Culture of Energy Use as a Key to Combating Climate Change is Focus of New Research at GU-Q
Creating a sustainable future beyond fossil fuels will need creative solutions inspired by the work of social scientists who study how energy shapes culture, politics, and economics. This was the topic of a recent public webinar hosted by QF partner Georgetown University in Qatar (GU-Q) titled “Energy Aesthetics: New Directions in Studying the Cultural Life of Oil.”
The webinar was part of the Energy Humanities research initiative at GU-Q’s Center for International and Regional Studies (CIRS) and featured a panel of experts who discussed their ongoing research into the culture of fossil fuels. They shared how art production, including literature, art, sculpture, science fiction, and print and digital media, reveals globally shared anxieties and often hidden impacts of energy on human life.
“We hope to facilitate the emergence of a new focus on energy as an everyday lived experience in order to add complexity and texture to narratives in the field which have primarily focused on questions of state-building, international relations, economic development, and technological systems,”” explained panel moderator and Assistant Professor of World Literature, Dr. Firat Oruc. He co-leads the research initiative with colleagues Dr. Victoria Googasian, Assistant Professor of American Literature, and Dr. Trish Kahle, Assistant Professor of History.
Panelists Dr. Caren Irr, Brandeis University, Dr. Anne Pasek, Trent University, and Dr. Cajetan Iheka, Yale University, discussed a range of topics, including the devastation of indiginous communities, the future of abandoned and toxic energy infrastructure, and the discrepancy between the selective focus on banning plastic straws and consumer detachment from the broader and far more damaging synthetic polymer industry.

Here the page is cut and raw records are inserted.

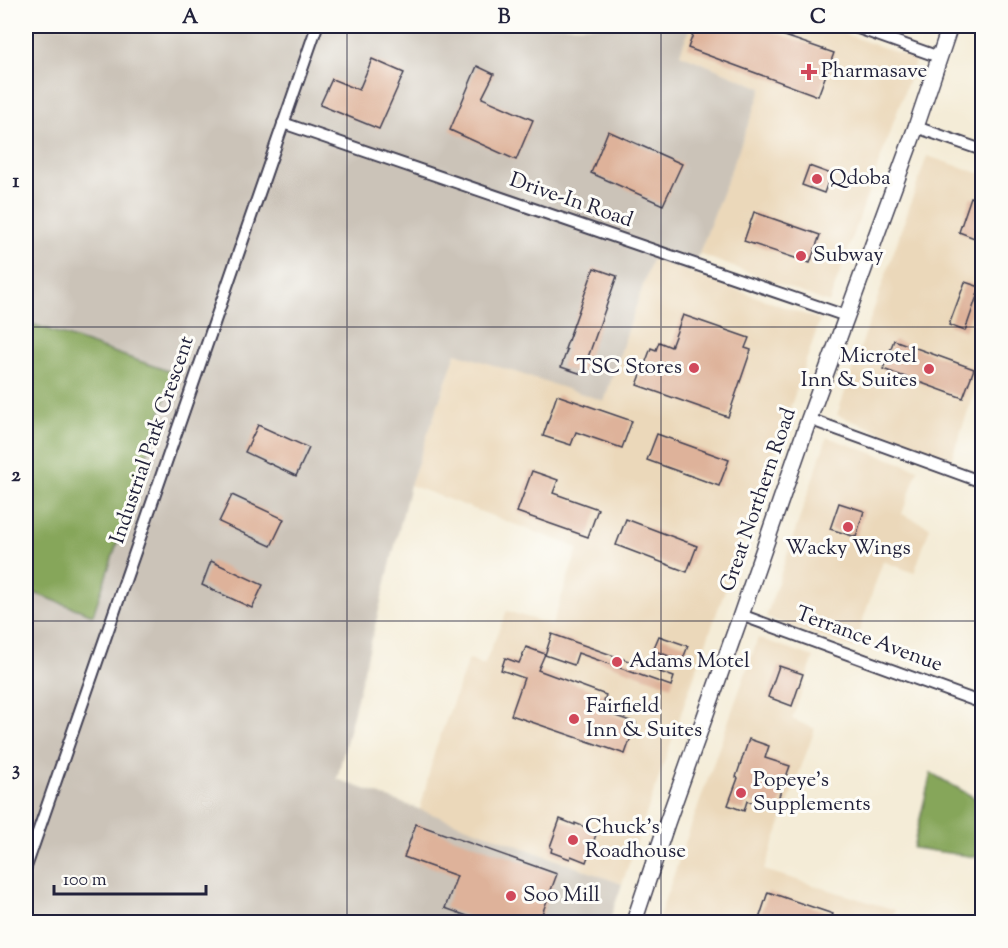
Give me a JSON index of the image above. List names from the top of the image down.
{
  "streets": {
    "highway": ["Great Northern Road"],
    "street": ["Drive-In Road", "Industrial Park Crescent", "Terrance Avenue"]
  },
  "crossings": [
    ["Drive-In Road", "Industrial Park Crescent"],
    ["Drive-In Road", "Great Northern Road"],
    ["Great Northern Road", "Terrance Avenue"]
  ],
  "places": {
    "health": ["Pharmasave"],
    "other": [
      "Qdoba",
      "Subway",
      "TSC Stores",
      "Microtel Inn & Suites",
      "Wacky Wings",
      "Adams Motel",
      "Fairfield Inn & Suites",
      "Popeye's Supplements",
      "Chuck's Roadhouse",
      "Soo Mill"
    ]
  },
  "scale_bar": "100 m",
  "grid": {
    "columns": ["A", "B", "C"],
    "rows": ["1", "2", "3"]
  }
}
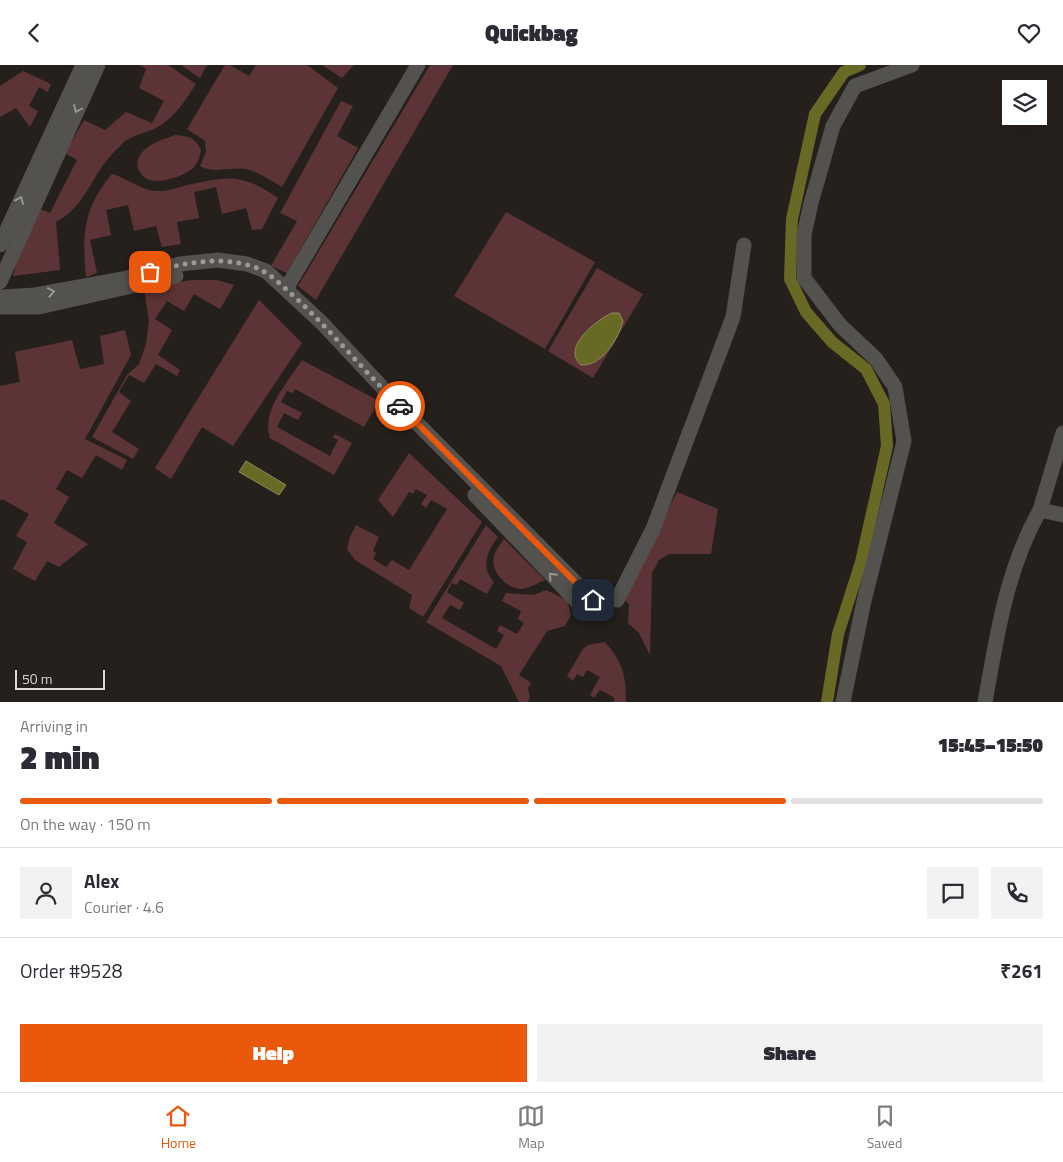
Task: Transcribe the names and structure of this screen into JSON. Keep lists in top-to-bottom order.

“This discussion of energy’s aesthetic dimensions really articulated how both artistic practice and the basic material aspects of our day to day experience engage with the realities of environmental crisis. Studying energy aesthetics also allows us to imagine what a future beyond fossil fuels might look like,” said Dr. Victoria Googasian.
Reflecting on the critical role of the social sciences and humanities in combating climate change, Dr. Trish Kahle said: “Energy scholarship can help us identify and become more critical of everyday energy practices in our everyday lives, and help us imagine different kinds of energetic life.” The Energy Humanities initiative builds on CIRS’s research output on a range of environmental issues, and aims to connect the study of the Gulf and the Middle East to the broader cultural and social histories of energy. Through moderated podcasts and webinars with global and regional experts in the field, the project will create a new intellectual space for the energy humanities, with future plans to publish original research through both traditional and digital platforms.